Listed entries Block Start

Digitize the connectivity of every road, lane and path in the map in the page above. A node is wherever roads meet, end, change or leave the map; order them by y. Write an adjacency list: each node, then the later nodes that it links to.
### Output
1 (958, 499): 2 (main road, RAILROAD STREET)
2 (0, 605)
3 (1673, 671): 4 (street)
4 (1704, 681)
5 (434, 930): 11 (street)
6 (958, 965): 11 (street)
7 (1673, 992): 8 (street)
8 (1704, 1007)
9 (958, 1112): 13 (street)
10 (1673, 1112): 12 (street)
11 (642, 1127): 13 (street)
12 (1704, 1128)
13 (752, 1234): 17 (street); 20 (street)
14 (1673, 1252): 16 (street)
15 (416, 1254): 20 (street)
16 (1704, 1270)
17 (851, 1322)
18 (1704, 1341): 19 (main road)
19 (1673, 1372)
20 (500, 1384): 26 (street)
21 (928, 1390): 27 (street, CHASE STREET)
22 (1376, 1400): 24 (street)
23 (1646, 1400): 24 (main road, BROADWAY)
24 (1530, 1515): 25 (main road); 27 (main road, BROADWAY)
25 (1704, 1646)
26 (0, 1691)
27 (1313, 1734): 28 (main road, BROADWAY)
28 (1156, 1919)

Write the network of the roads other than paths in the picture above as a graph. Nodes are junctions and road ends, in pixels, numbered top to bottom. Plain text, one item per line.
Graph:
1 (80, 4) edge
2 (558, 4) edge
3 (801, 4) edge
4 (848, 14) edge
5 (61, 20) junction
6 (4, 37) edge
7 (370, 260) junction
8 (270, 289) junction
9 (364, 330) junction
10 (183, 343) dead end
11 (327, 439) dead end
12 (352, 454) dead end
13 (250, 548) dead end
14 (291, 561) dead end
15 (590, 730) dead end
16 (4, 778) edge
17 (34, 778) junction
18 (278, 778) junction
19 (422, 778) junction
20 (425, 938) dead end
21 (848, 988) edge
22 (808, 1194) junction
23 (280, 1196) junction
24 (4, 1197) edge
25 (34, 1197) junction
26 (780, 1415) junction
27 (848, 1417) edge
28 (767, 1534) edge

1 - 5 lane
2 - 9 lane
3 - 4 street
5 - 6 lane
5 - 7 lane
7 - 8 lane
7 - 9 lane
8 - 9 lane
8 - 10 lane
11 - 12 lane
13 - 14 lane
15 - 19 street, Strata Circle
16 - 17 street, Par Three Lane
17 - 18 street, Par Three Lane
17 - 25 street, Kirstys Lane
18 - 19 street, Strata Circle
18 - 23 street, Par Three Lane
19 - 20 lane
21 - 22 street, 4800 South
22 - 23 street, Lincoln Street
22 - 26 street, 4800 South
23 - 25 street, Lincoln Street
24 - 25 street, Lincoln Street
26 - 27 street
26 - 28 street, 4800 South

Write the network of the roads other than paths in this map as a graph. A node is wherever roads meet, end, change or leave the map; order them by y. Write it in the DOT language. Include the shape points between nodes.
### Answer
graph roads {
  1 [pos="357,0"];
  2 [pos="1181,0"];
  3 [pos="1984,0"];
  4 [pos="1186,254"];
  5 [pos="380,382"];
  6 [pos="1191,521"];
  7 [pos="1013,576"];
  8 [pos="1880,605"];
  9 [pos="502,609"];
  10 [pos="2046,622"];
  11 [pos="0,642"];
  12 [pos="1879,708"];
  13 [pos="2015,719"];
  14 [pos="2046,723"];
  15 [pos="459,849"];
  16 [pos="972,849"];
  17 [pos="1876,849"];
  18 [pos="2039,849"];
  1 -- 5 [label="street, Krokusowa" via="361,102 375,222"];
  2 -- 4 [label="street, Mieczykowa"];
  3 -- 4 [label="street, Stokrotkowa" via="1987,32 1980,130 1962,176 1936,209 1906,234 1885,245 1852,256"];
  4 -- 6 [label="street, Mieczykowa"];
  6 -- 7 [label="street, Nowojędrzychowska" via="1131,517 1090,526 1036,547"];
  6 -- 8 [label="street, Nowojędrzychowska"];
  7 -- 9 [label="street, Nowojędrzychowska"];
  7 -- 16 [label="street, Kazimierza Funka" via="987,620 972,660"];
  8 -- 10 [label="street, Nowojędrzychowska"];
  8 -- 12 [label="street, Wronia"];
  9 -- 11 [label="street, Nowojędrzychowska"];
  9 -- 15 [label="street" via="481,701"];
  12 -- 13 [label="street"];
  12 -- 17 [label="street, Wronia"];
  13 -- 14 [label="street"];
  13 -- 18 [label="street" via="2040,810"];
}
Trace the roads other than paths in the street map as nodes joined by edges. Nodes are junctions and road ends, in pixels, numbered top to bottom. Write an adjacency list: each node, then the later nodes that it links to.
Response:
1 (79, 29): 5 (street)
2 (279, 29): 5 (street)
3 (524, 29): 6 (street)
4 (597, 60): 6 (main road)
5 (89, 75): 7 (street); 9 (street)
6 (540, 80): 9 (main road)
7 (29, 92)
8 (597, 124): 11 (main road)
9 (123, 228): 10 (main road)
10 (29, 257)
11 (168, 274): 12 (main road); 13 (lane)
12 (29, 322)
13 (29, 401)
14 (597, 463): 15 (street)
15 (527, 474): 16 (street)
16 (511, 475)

Listed entries Block End

- _Exercise requirements_: Set all the entries above down again exactly.

- _Response area_:
Digitize the connectivity of every road, lane and path in the map in the page above. A node is wherever roads meet, end, change or leave the map; order them by y. Write an adjacency list: each node, then the later nodes that it links to.
### Output
1 (958, 499): 2 (main road, RAILROAD STREET)
2 (0, 605)
3 (1673, 671): 4 (street)
4 (1704, 681)
5 (434, 930): 11 (street)
6 (958, 965): 11 (street)
7 (1673, 992): 8 (street)
8 (1704, 1007)
9 (958, 1112): 13 (street)
10 (1673, 1112): 12 (street)
11 (642, 1127): 13 (street)
12 (1704, 1128)
13 (752, 1234): 17 (street); 20 (street)
14 (1673, 1252): 16 (street)
15 (416, 1254): 20 (street)
16 (1704, 1270)
17 (851, 1322)
18 (1704, 1341): 19 (main road)
19 (1673, 1372)
20 (500, 1384): 26 (street)
21 (928, 1390): 27 (street, CHASE STREET)
22 (1376, 1400): 24 (street)
23 (1646, 1400): 24 (main road, BROADWAY)
24 (1530, 1515): 25 (main road); 27 (main road, BROADWAY)
25 (1704, 1646)
26 (0, 1691)
27 (1313, 1734): 28 (main road, BROADWAY)
28 (1156, 1919)

Write the network of the roads other than paths in the picture above as a graph. Nodes are junctions and road ends, in pixels, numbered top to bottom. Plain text, one item per line.
Graph:
1 (80, 4) edge
2 (558, 4) edge
3 (801, 4) edge
4 (848, 14) edge
5 (61, 20) junction
6 (4, 37) edge
7 (370, 260) junction
8 (270, 289) junction
9 (364, 330) junction
10 (183, 343) dead end
11 (327, 439) dead end
12 (352, 454) dead end
13 (250, 548) dead end
14 (291, 561) dead end
15 (590, 730) dead end
16 (4, 778) edge
17 (34, 778) junction
18 (278, 778) junction
19 (422, 778) junction
20 (425, 938) dead end
21 (848, 988) edge
22 (808, 1194) junction
23 (280, 1196) junction
24 (4, 1197) edge
25 (34, 1197) junction
26 (780, 1415) junction
27 (848, 1417) edge
28 (767, 1534) edge

1 - 5 lane
2 - 9 lane
3 - 4 street
5 - 6 lane
5 - 7 lane
7 - 8 lane
7 - 9 lane
8 - 9 lane
8 - 10 lane
11 - 12 lane
13 - 14 lane
15 - 19 street, Strata Circle
16 - 17 street, Par Three Lane
17 - 18 street, Par Three Lane
17 - 25 street, Kirstys Lane
18 - 19 street, Strata Circle
18 - 23 street, Par Three Lane
19 - 20 lane
21 - 22 street, 4800 South
22 - 23 street, Lincoln Street
22 - 26 street, 4800 South
23 - 25 street, Lincoln Street
24 - 25 street, Lincoln Street
26 - 27 street
26 - 28 street, 4800 South

Write the network of the roads other than paths in this map as a graph. A node is wherever roads meet, end, change or leave the map; order them by y. Write it in the DOT language. Include the shape points between nodes.
### Answer
graph roads {
  1 [pos="357,0"];
  2 [pos="1181,0"];
  3 [pos="1984,0"];
  4 [pos="1186,254"];
  5 [pos="380,382"];
  6 [pos="1191,521"];
  7 [pos="1013,576"];
  8 [pos="1880,605"];
  9 [pos="502,609"];
  10 [pos="2046,622"];
  11 [pos="0,642"];
  12 [pos="1879,708"];
  13 [pos="2015,719"];
  14 [pos="2046,723"];
  15 [pos="459,849"];
  16 [pos="972,849"];
  17 [pos="1876,849"];
  18 [pos="2039,849"];
  1 -- 5 [label="street, Krokusowa" via="361,102 375,222"];
  2 -- 4 [label="street, Mieczykowa"];
  3 -- 4 [label="street, Stokrotkowa" via="1987,32 1980,130 1962,176 1936,209 1906,234 1885,245 1852,256"];
  4 -- 6 [label="street, Mieczykowa"];
  6 -- 7 [label="street, Nowojędrzychowska" via="1131,517 1090,526 1036,547"];
  6 -- 8 [label="street, Nowojędrzychowska"];
  7 -- 9 [label="street, Nowojędrzychowska"];
  7 -- 16 [label="street, Kazimierza Funka" via="987,620 972,660"];
  8 -- 10 [label="street, Nowojędrzychowska"];
  8 -- 12 [label="street, Wronia"];
  9 -- 11 [label="street, Nowojędrzychowska"];
  9 -- 15 [label="street" via="481,701"];
  12 -- 13 [label="street"];
  12 -- 17 [label="street, Wronia"];
  13 -- 14 [label="street"];
  13 -- 18 [label="street" via="2040,810"];
}
Trace the roads other than paths in the street map as nodes joined by edges. Nodes are junctions and road ends, in pixels, numbered top to bottom. Write an adjacency list: each node, then the later nodes that it links to.
Response:
1 (79, 29): 5 (street)
2 (279, 29): 5 (street)
3 (524, 29): 6 (street)
4 (597, 60): 6 (main road)
5 (89, 75): 7 (street); 9 (street)
6 (540, 80): 9 (main road)
7 (29, 92)
8 (597, 124): 11 (main road)
9 (123, 228): 10 (main road)
10 (29, 257)
11 (168, 274): 12 (main road); 13 (lane)
12 (29, 322)
13 (29, 401)
14 (597, 463): 15 (street)
15 (527, 474): 16 (street)
16 (511, 475)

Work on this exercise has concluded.